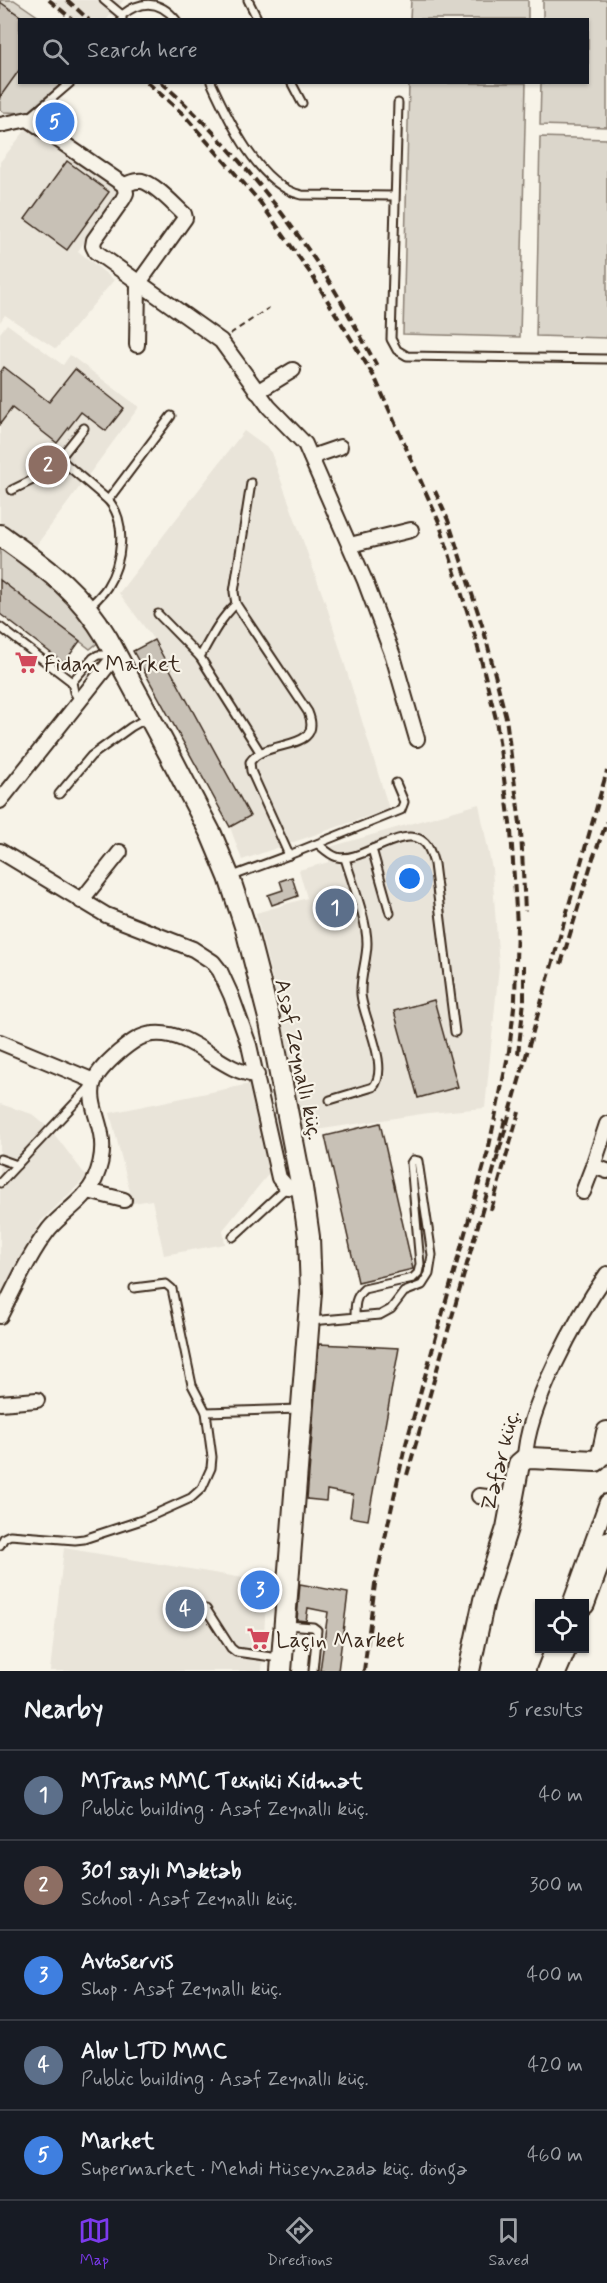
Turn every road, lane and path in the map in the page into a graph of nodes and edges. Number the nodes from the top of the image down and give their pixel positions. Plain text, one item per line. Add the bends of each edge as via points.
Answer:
1 (104, 0) edge
2 (155, 0) edge
3 (248, 0) edge
4 (122, 17) edge
5 (174, 18) edge
6 (257, 18) edge
7 (69, 84) edge
8 (212, 84) edge
9 (292, 84) edge
10 (302, 103) dead end
11 (398, 103) dead end
12 (28, 119) junction
13 (0, 125) edge
14 (124, 186) junction
15 (394, 196) junction
16 (138, 284) junction
17 (269, 308) dead end
18 (220, 341) junction
19 (137, 345) dead end
20 (607, 359) edge
21 (293, 370) dead end
22 (257, 392) junction
23 (171, 416) dead end
24 (84, 428) dead end
25 (340, 447) dead end
26 (311, 457) junction
27 (61, 460) junction
28 (251, 483) dead end
29 (12, 490) dead end
30 (108, 500) junction
31 (411, 530) dead end
32 (0, 535) edge
33 (350, 545) junction
34 (236, 604) junction
35 (88, 608) junction
36 (158, 614) dead end
37 (0, 627) edge
38 (116, 655) junction
39 (200, 657) junction
40 (72, 682) junction
41 (79, 700) junction
42 (150, 717) junction
43 (417, 739) dead end
44 (260, 752) junction
45 (396, 783) dead end
46 (59, 794) dead end
47 (0, 801) edge
48 (318, 844) junction
49 (372, 849) junction
50 (0, 851) edge
51 (120, 852) dead end
52 (290, 855) junction
53 (345, 858) junction
54 (229, 877) junction
55 (81, 901) junction
56 (390, 913) dead end
57 (455, 1032) dead end
58 (0, 1042) edge
59 (257, 1076) junction
60 (94, 1081) junction
61 (330, 1100) dead end
62 (607, 1124) edge
63 (0, 1159) edge
64 (17, 1165) junction
65 (593, 1166) junction
66 (607, 1171) edge
67 (0, 1183) edge
68 (295, 1188) junction
69 (88, 1191) junction
70 (583, 1192) dead end
71 (124, 1200) dead end
72 (233, 1237) dead end
73 (607, 1274) edge
74 (134, 1288) dead end
75 (0, 1316) edge
76 (355, 1317) junction
77 (309, 1322) junction
78 (37, 1400) dead end
79 (0, 1403) edge
80 (301, 1409) junction
81 (207, 1412) junction
82 (607, 1432) edge
83 (525, 1459) junction
84 (603, 1462) edge
85 (479, 1496) dead end
86 (512, 1500) junction
87 (607, 1502) edge
88 (607, 1542) edge
89 (0, 1545) edge
90 (572, 1599) edge
91 (586, 1599) edge
92 (207, 1608) dead end
93 (285, 1625) junction
94 (551, 1653) edge
95 (564, 1653) edge
96 (281, 1665) edge
97 (313, 1671) edge
98 (469, 1671) edge
99 (544, 1671) edge
100 (556, 1671) edge

1 - 4 lane
2 - 4 lane via 132,5
2 - 5 lane
3 - 6 lane
7 - 12 lane
8 - 15 lane via 250,153 280,187 302,195
9 - 10 lane
11 - 15 lane
12 - 13 street
12 - 14 street
14 - 16 street via 123,199 93,246 102,258
14 - 16 street via 134,181 151,185 185,219
15 - 20 lane via 391,339 397,350 406,356
16 - 18 street
16 - 19 street
17 - 18 path
18 - 22 street
21 - 22 street
22 - 26 street via 299,436
23 - 30 lane
24 - 27 lane
25 - 26 street
26 - 33 street
27 - 29 lane via 49,472
27 - 30 lane
28 - 34 lane via 234,592
30 - 35 lane via 119,518 119,550 112,579
31 - 33 street
32 - 35 main road, Asəf Zeynallı küç. via 65,583
33 - 43 street via 393,656
34 - 39 lane via 217,625
34 - 44 lane via 312,722 302,741
35 - 38 main road, Asəf Zeynallı küç.
36 - 39 lane
37 - 40 lane
38 - 40 lane via 98,655
38 - 41 street
38 - 42 main road, Asəf Zeynallı küç.
39 - 44 lane
40 - 41 lane
41 - 47 street
42 - 46 lane via 91,756
42 - 54 main road, Asəf Zeynallı küç.
44 - 52 lane via 250,762 251,771
45 - 48 lane via 404,802 401,810
48 - 52 lane
48 - 53 lane via 330,854
49 - 53 lane
49 - 56 lane
49 - 57 lane via 402,838 426,843 434,864
50 - 55 street
51 - 55 street
52 - 54 lane
53 - 61 lane via 367,942 361,996 377,1048 378,1077 373,1087
54 - 68 main road, Asəf Zeynallı küç. via 270,1022
55 - 59 street via 127,924 193,949 213,962 231,995
58 - 60 street
59 - 60 street via 238,1071 195,1045 154,1034 128,1045
59 - 68 street via 279,1178
60 - 64 lane
60 - 69 street via 93,1104 102,1153
62 - 65 street
63 - 64 lane
64 - 67 lane
65 - 66 street
65 - 70 street
68 - 72 lane
68 - 77 main road, Asəf Zeynallı küç. via 310,1260
69 - 71 street
69 - 75 street via 49,1229
73 - 83 street, Zəfər küç. via 577,1320 540,1399
74 - 81 lane via 166,1284 172,1289 192,1385
76 - 76 lane via 386,1314 404,1292 422,1285 429,1274 432,1255 418,1161 411,1163 418,1273 413,1278 364,1289 355,1302
76 - 77 lane
77 - 80 main road, Asəf Zeynallı küç.
78 - 79 street
80 - 81 lane
80 - 93 main road, Asəf Zeynallı küç.
81 - 89 lane via 211,1468 202,1488 191,1498 142,1520 84,1539 10,1535
82 - 84 main road
83 - 84 main road
83 - 86 main road, Zəfər küç. via 518,1470
85 - 86 street
86 - 98 main road, Zəfər küç.
87 - 90 street
88 - 91 main road
92 - 96 lane via 236,1652
93 - 96 main road, Asəf Zeynallı küç.
93 - 97 lane via 317,1630
94 - 99 street
95 - 100 main road

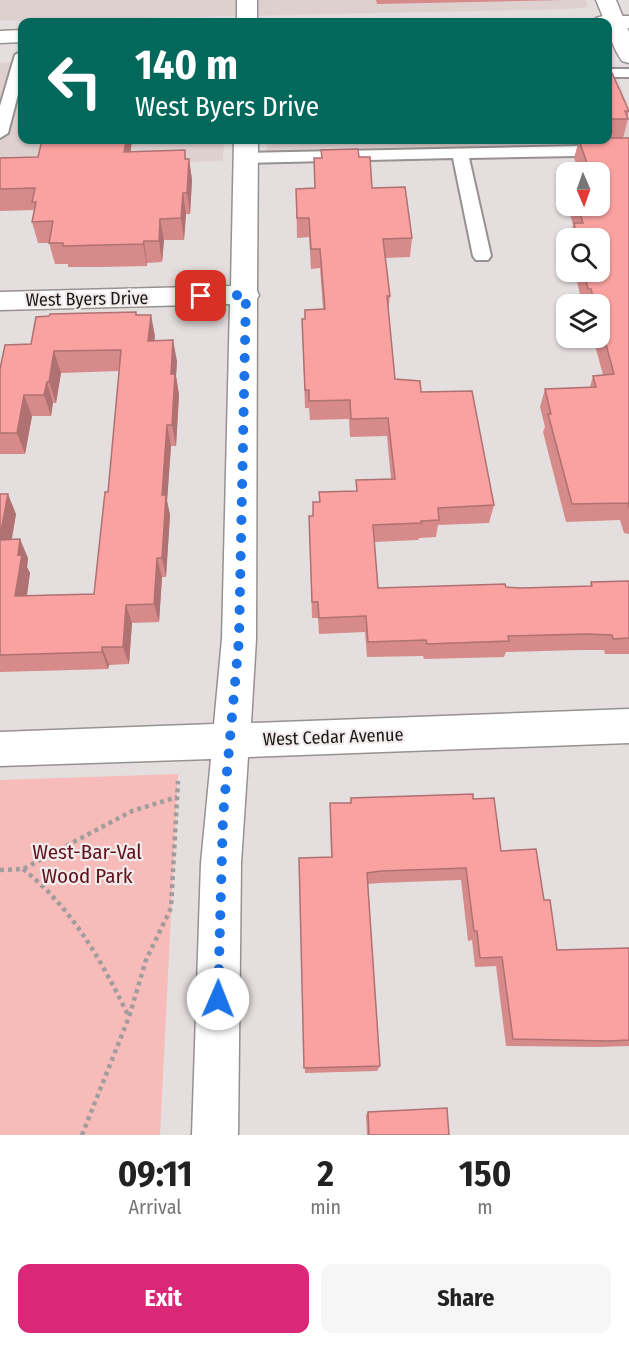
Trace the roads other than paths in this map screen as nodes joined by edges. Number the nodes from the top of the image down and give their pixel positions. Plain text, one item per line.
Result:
1 (247, 0) edge
2 (606, 0) edge
3 (247, 18) edge
4 (616, 22) edge
5 (18, 36) edge
6 (0, 37) edge
7 (629, 57) edge
8 (18, 70) edge
9 (629, 73) edge
10 (612, 74) edge
11 (0, 133) edge
12 (246, 149) edge
13 (629, 150) edge
14 (460, 153) junction
15 (482, 256) dead end
16 (246, 295) junction
17 (0, 301) edge
18 (629, 726) edge
19 (229, 741) junction
20 (0, 749) edge
21 (215, 1135) edge

1 - 3 street
2 - 4 street
4 - 7 street
5 - 6 street
8 - 11 lane
9 - 10 lane
12 - 14 lane
12 - 16 street
13 - 14 lane
14 - 15 lane
16 - 17 street, West Byers Drive
16 - 19 street
18 - 19 street, West Cedar Avenue
19 - 20 street, West Cedar Avenue
19 - 21 street

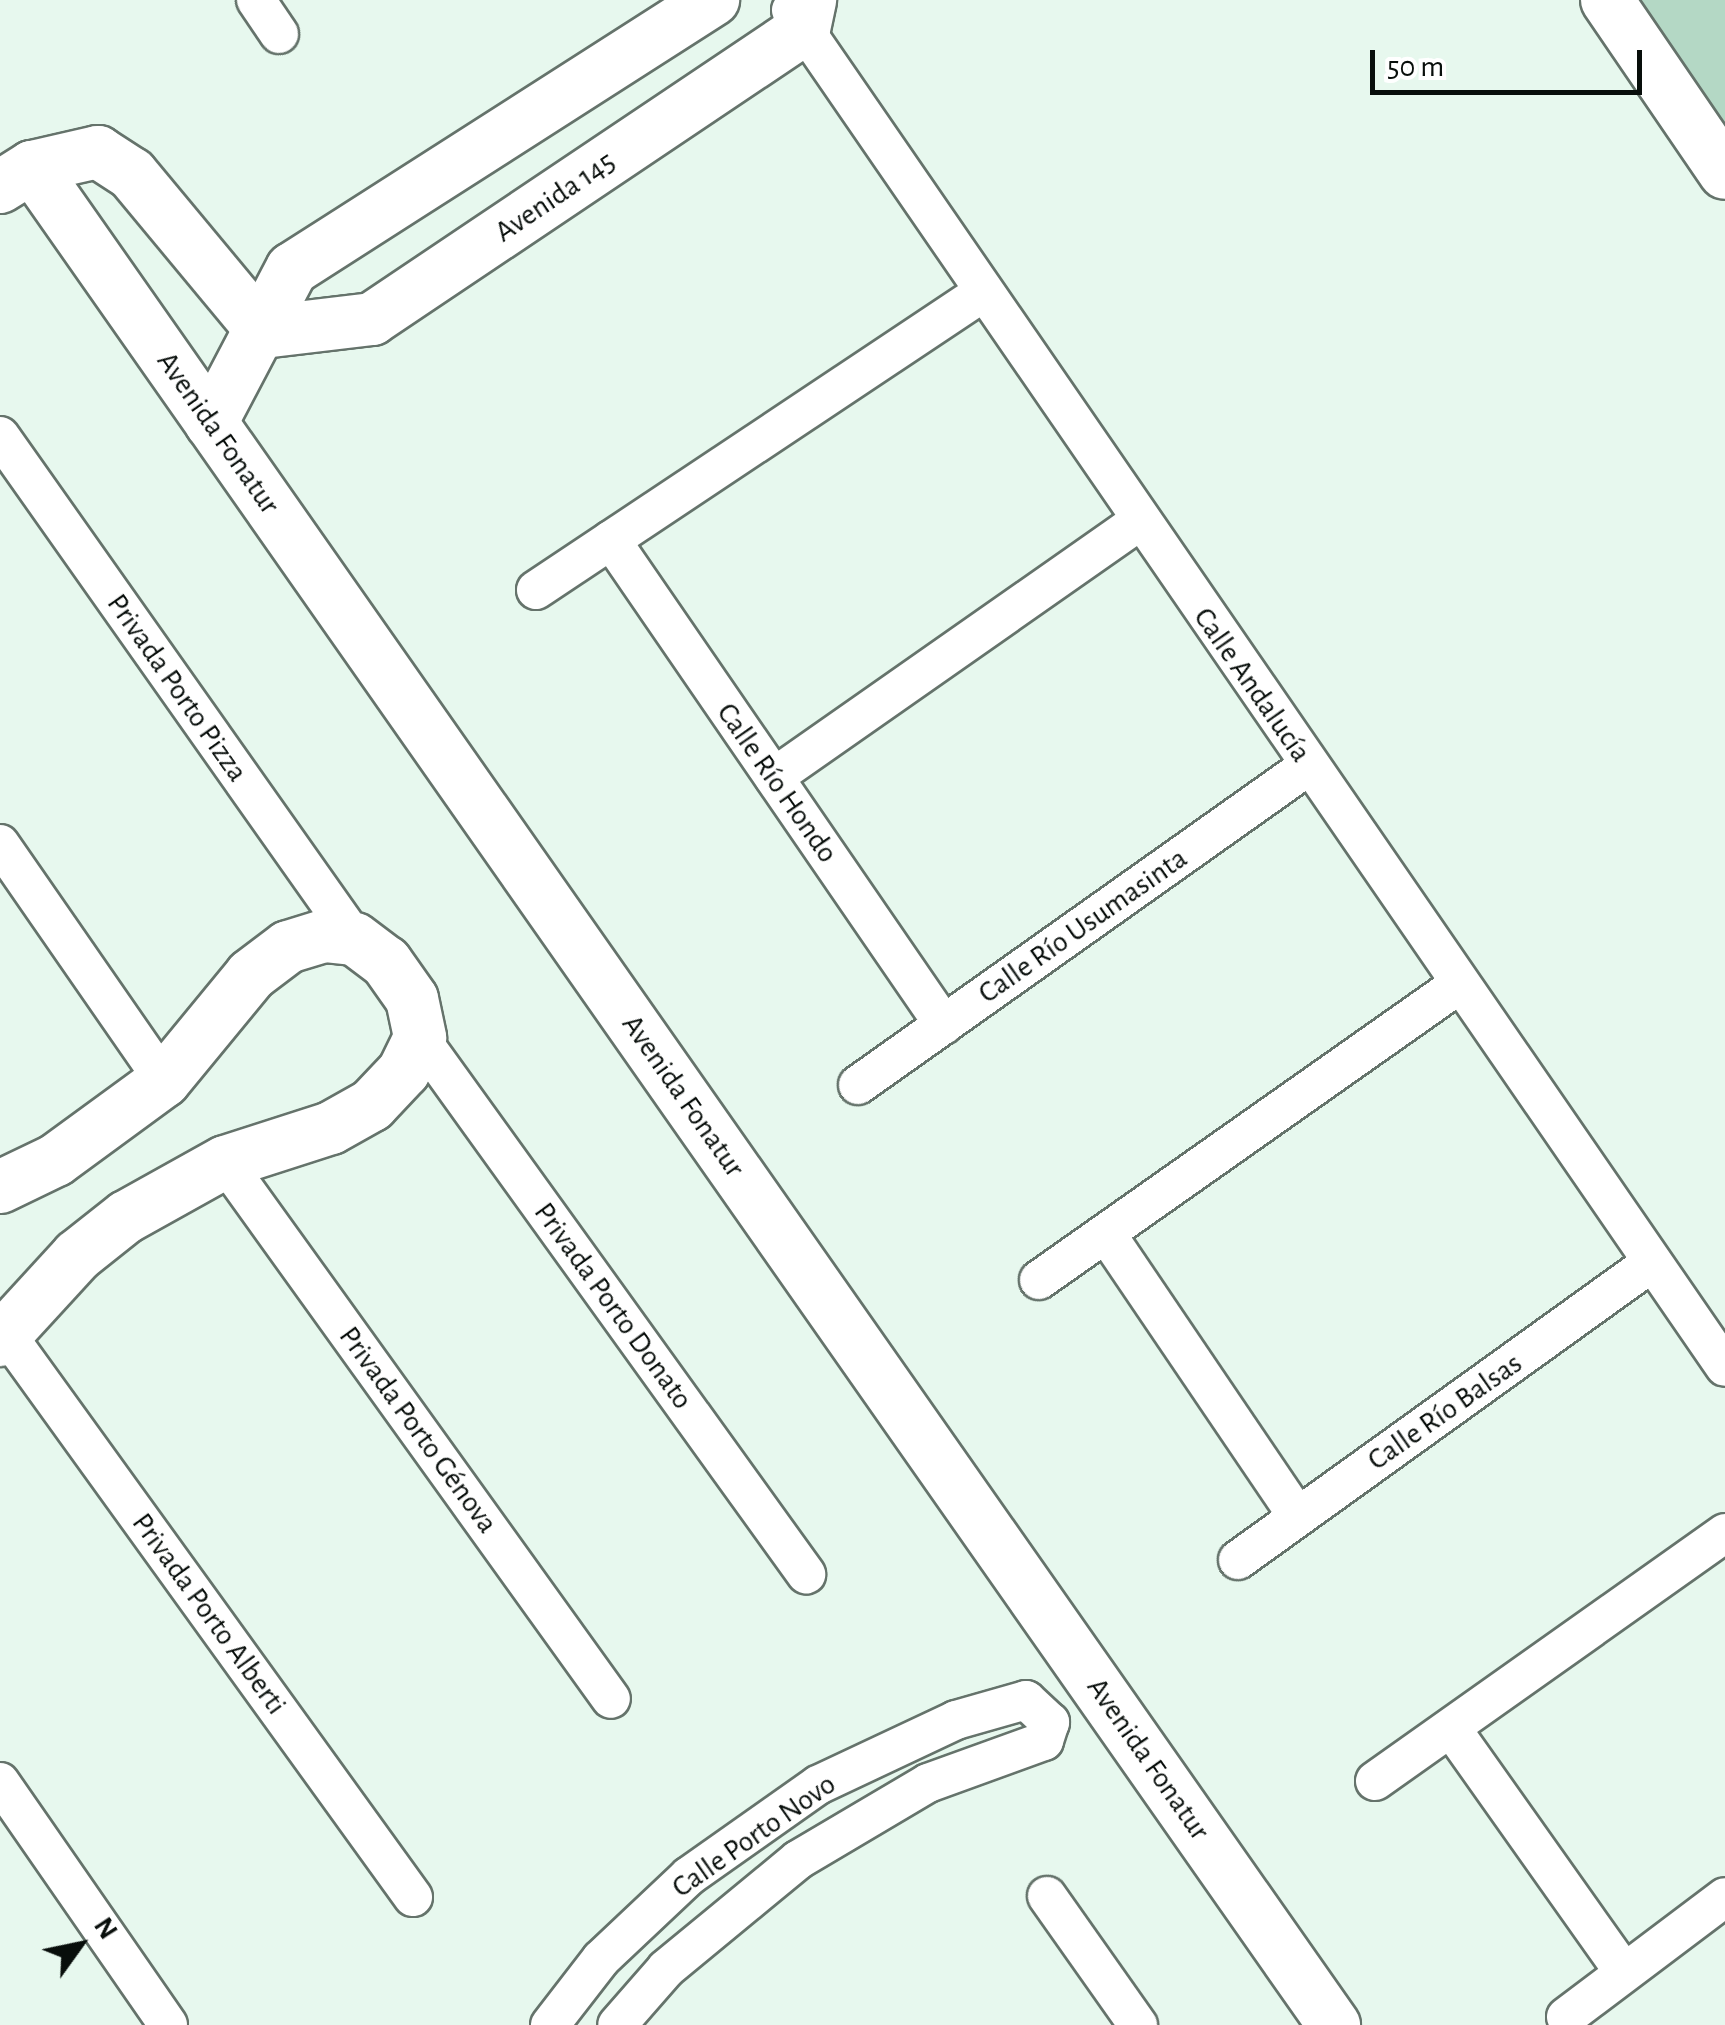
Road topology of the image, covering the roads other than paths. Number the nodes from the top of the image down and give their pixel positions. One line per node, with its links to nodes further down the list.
1 (256, 0): 5 (street)
2 (713, 0): 9 (main road)
3 (1606, 0): 6 (main road)
4 (799, 10): 8 (street, Calle Andalucía); 9 (main road, Avenida 145)
5 (279, 34)
6 (1725, 174)
7 (16, 177): 9 (main road); 10 (main road, Avenida Fonatur)
8 (982, 293): 12 (street, Calle Andalucía); 13 (street)
9 (263, 332): 10 (main road)
10 (211, 423): 48 (main road, Avenida Fonatur)
11 (0, 436): 18 (street, Privada Porto Pizza)
12 (1139, 521): 15 (street, Calle Andalucía); 16 (street)
13 (610, 540): 14 (street); 16 (street, Calle Río Hondo)
14 (536, 590)
15 (1308, 766): 19 (street, Calle Andalucía); 20 (street, Calle Río Usumasinta)
16 (774, 777): 20 (street, Calle Río Hondo)
17 (0, 844): 22 (street)
18 (354, 938): 21 (main road); 22 (main road)
19 (1458, 985): 26 (street); 27 (street, Calle Andalucía)
20 (944, 1025): 23 (street, Calle Río Usumasinta)
21 (420, 1038): 24 (main road); 34 (street, Privada Porto Donato)
22 (164, 1082): 25 (main road)
23 (858, 1085)
24 (225, 1162): 29 (main road); 35 (street, Privada Porto Génova)
25 (0, 1187)
26 (1107, 1235): 28 (street); 31 (street)
27 (1651, 1264): 30 (street, Calle Andalucía); 31 (street, Calle Río Balsas)
28 (1039, 1280)
29 (2, 1336): 39 (street, Privada Porto Alberti)
30 (1725, 1367)
31 (1297, 1516): 33 (street, Calle Río Balsas)
32 (1725, 1534): 36 (street)
33 (1238, 1560)
34 (806, 1574)
35 (610, 1699)
36 (1451, 1728): 37 (street); 42 (street)
37 (1375, 1780)
38 (0, 1782): 44 (street)
39 (413, 1896)
40 (1047, 1896): 47 (street)
41 (1725, 1897): 42 (street)
42 (1624, 1972): 43 (street)
43 (1566, 2017)
44 (168, 2025)
45 (550, 2025): 46 (street, Calle Porto Novo)
46 (617, 2025)
47 (1138, 2025)
48 (1334, 2025)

....

▸ ASSIGNED TASK: When a line in the records above contains the word "Privada", copy it.

▸ RESULT:
11 (0, 436): 18 (street, Privada Porto Pizza)
21 (420, 1038): 24 (main road); 34 (street, Privada Porto Donato)
24 (225, 1162): 29 (main road); 35 (street, Privada Porto Génova)
29 (2, 1336): 39 (street, Privada Porto Alberti)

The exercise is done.